Levites are to get a portion of the sacrificial offerings (the shoulder, two cheeks, and the stomach of an ox or sheep, the first fruit offering of grain, wine, and oil, and the first fleece from sheep). The context is a little unclear, but it seems to be saying that all priests are entitled to this whether they serve at the Temple or not, but it’s unclear how that would actually work in practice.

In addition, all Levites have the option of packing up and serving in the Temple instead of in their local communities – though, again, the context is a little unclear. Previously, we’ve read that Levites can serve in the Temple but not the sanctuary. Is this now allowing any Levite (and not just the descendants of Aaron) to serve in the inner sanctuary?

Either way, I imagine that this would put additional strain on an already tenuous relationship. We’ve seen evidence throughout the books of Moses of the little put downs between the Levites and the Aaronide priests.

False Prophets

Still concerned about false prophets, Moses gets back to the subject.

When the people finally reach the Promised Land (whenever this marathon of a speech finally ends), Moses tells them not to follow any of the local practices. The resident cultures, he warns, practice all sorts of nasty things, such as burning their children in sacrifice, divination, soothsaying, auguring, sorcery, wizardry, and necromancy. “For whoever does these things is an abomination to the Lord; and because of these abominable practices the Lord your God is driving them out before you” (v.12).

It’s worth noting that “burn[ing] his son or his daughter as an offering” (v.10) may not actually refer to a “kill them dead” sort of sacrifice. My study Bible gives an alternate translation: “Makes his son or his daughter pass through the fire,” and notes: “The meaning of the first practice is uncertain but probably refers to an ordeal of passing through the fire as a test of devotion of Molech, the god of Ammon” (p.238). In other words, it would be something more of a symbolic sacrifice, like circumcision. If that’s the case, it casts some doubt on most (all?) of the strong anti-human sacrifice passages that we’ve read so far.

falseprophetsMoses promises that “the Lord your God will raise up for you a prophet like me from among you, from your brethren – him you shall heed” (v.15). It’s unclear who Moses (or, you know, the future scribes writing as Moses) is referring to, or even what kind of timeline he has in mind. Does he mean Joshua? Does he mean Jesus? Does he mean someone in between?

Either way, it’s a dangerous assertion for social order. Surely, the authors (even if we take that author to be God) would want the right prophet(s) to be recognized and acknowledged, but without leaving the population vulnerable to scam artists and missionaries from other religions. So they have to qualify it – how can the people know that someone claiming to be a prophet actually is one?

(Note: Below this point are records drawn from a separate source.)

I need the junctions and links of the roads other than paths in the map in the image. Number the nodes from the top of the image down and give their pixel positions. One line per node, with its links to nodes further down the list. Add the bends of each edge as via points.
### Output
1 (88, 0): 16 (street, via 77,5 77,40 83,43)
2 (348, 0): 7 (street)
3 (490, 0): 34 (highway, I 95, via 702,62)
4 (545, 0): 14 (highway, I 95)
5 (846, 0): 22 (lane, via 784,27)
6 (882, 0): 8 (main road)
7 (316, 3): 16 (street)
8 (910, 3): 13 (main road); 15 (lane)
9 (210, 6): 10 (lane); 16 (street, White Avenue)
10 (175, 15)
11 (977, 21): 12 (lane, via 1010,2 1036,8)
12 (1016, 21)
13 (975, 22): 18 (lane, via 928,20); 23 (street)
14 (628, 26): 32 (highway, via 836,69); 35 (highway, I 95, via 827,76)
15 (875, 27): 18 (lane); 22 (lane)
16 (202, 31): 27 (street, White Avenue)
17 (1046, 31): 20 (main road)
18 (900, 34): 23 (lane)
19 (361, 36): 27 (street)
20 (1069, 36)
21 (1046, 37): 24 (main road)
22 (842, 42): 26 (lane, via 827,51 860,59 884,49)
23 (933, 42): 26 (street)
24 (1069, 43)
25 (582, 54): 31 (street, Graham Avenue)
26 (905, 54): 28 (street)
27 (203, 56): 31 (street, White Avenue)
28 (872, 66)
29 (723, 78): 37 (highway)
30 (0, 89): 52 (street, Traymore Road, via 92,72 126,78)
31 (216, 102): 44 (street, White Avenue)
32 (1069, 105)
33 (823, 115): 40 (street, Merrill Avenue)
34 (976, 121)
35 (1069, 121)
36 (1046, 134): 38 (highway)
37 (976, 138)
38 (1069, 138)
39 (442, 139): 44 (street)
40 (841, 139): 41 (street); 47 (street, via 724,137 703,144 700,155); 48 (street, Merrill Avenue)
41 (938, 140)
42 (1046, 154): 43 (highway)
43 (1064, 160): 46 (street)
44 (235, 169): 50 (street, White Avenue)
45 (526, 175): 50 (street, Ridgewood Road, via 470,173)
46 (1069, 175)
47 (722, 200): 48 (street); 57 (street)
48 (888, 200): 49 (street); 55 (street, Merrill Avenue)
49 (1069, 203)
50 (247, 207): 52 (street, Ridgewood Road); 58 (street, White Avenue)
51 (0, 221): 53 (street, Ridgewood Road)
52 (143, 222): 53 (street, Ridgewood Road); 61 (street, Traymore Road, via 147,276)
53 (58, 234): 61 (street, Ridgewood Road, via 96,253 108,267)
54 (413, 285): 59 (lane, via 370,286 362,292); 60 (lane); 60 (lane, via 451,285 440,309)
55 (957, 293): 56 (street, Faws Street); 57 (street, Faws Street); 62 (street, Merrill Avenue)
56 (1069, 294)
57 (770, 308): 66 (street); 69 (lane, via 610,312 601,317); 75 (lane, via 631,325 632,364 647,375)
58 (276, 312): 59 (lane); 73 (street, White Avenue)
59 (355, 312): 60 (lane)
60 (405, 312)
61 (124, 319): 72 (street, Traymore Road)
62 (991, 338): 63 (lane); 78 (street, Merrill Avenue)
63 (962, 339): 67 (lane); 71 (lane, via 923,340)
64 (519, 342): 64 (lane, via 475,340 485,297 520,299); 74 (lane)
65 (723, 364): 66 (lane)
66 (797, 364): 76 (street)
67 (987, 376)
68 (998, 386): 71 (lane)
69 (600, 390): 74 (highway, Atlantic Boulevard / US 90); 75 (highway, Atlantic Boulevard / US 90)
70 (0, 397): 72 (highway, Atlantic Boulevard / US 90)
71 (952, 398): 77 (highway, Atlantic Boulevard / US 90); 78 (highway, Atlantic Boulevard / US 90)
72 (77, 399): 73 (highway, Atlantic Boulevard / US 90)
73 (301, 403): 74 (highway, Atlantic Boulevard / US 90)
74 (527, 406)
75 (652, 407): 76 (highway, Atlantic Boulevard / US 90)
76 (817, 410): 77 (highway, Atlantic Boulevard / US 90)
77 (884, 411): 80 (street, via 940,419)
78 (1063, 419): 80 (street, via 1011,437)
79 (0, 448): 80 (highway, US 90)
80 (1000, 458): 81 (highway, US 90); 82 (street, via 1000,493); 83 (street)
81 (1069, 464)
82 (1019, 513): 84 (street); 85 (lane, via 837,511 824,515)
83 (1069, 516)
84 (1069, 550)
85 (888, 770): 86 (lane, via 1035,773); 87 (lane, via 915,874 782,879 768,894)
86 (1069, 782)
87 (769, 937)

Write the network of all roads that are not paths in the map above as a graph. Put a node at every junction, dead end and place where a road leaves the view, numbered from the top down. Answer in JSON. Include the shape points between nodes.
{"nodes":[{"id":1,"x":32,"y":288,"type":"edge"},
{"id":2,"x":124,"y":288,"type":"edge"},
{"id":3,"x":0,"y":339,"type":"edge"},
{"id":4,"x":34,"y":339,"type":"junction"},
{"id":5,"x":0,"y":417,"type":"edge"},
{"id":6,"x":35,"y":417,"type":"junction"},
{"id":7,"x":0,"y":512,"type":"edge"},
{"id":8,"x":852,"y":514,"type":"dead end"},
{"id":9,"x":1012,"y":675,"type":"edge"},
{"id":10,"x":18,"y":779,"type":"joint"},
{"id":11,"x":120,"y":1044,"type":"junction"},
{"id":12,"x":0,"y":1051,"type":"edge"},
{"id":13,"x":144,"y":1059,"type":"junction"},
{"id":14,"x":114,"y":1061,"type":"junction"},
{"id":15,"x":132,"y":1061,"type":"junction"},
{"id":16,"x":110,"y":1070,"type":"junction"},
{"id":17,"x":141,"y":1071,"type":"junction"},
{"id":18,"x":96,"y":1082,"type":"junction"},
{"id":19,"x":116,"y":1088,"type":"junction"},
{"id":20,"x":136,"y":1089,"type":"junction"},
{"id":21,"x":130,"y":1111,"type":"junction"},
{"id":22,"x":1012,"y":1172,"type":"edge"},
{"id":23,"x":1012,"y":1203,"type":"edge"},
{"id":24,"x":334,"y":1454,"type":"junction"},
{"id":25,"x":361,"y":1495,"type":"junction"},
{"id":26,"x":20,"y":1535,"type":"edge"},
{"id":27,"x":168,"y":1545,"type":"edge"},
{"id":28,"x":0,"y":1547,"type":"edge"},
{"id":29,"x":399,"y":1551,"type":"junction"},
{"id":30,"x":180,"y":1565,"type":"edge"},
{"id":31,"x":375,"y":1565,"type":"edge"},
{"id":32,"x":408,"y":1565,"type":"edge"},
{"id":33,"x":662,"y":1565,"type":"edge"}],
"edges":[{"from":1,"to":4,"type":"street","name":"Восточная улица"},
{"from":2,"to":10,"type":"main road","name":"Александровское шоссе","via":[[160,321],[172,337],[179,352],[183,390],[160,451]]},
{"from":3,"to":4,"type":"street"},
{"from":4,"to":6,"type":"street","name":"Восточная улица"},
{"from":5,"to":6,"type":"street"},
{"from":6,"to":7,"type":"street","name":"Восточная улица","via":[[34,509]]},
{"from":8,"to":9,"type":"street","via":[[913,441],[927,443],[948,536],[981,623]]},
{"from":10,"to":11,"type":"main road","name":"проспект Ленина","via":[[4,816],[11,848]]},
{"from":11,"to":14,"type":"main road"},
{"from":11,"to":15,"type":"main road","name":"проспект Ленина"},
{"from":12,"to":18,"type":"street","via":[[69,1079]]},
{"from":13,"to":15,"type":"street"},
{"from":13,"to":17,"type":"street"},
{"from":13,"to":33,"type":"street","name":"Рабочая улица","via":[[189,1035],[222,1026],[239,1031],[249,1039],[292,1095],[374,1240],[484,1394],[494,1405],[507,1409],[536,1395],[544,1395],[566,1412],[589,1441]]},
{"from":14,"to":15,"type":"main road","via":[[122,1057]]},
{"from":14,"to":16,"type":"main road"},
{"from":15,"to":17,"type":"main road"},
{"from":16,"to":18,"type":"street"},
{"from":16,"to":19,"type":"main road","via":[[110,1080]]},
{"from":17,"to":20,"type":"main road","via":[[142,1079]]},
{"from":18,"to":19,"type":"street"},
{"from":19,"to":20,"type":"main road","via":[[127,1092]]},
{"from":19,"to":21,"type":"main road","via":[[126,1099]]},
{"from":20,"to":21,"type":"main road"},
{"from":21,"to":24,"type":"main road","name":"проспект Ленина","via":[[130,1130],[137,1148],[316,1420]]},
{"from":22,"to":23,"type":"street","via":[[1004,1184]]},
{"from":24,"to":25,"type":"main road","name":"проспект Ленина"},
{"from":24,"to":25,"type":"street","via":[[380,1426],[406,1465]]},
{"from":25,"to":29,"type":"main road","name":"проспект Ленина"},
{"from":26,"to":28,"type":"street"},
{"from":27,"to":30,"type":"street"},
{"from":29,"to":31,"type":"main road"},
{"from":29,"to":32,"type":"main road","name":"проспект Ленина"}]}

In Deuteronomy 13, we were told that anyone claiming to be a prophet for another God was a liar, and that making accurate predictions was just God’s way of testing the faithful.

Here, we’re told that the people can tell that a prophet is false if “the word does not come to pass or come true” (v.22).

It feels like God/Moses is trying to have it both ways. If a prediction comes true and person claims to be from God, it’s a legitimate sign of God’s power. If a prediction comes true but the person claims to be from a different god, that’s totally not a sign of that god’s power.

Unfortunately, there’s no word on hit/miss ratios or how vague/specific the prediction needs to be. Try as they might, the authors left plenty of room for charlatans.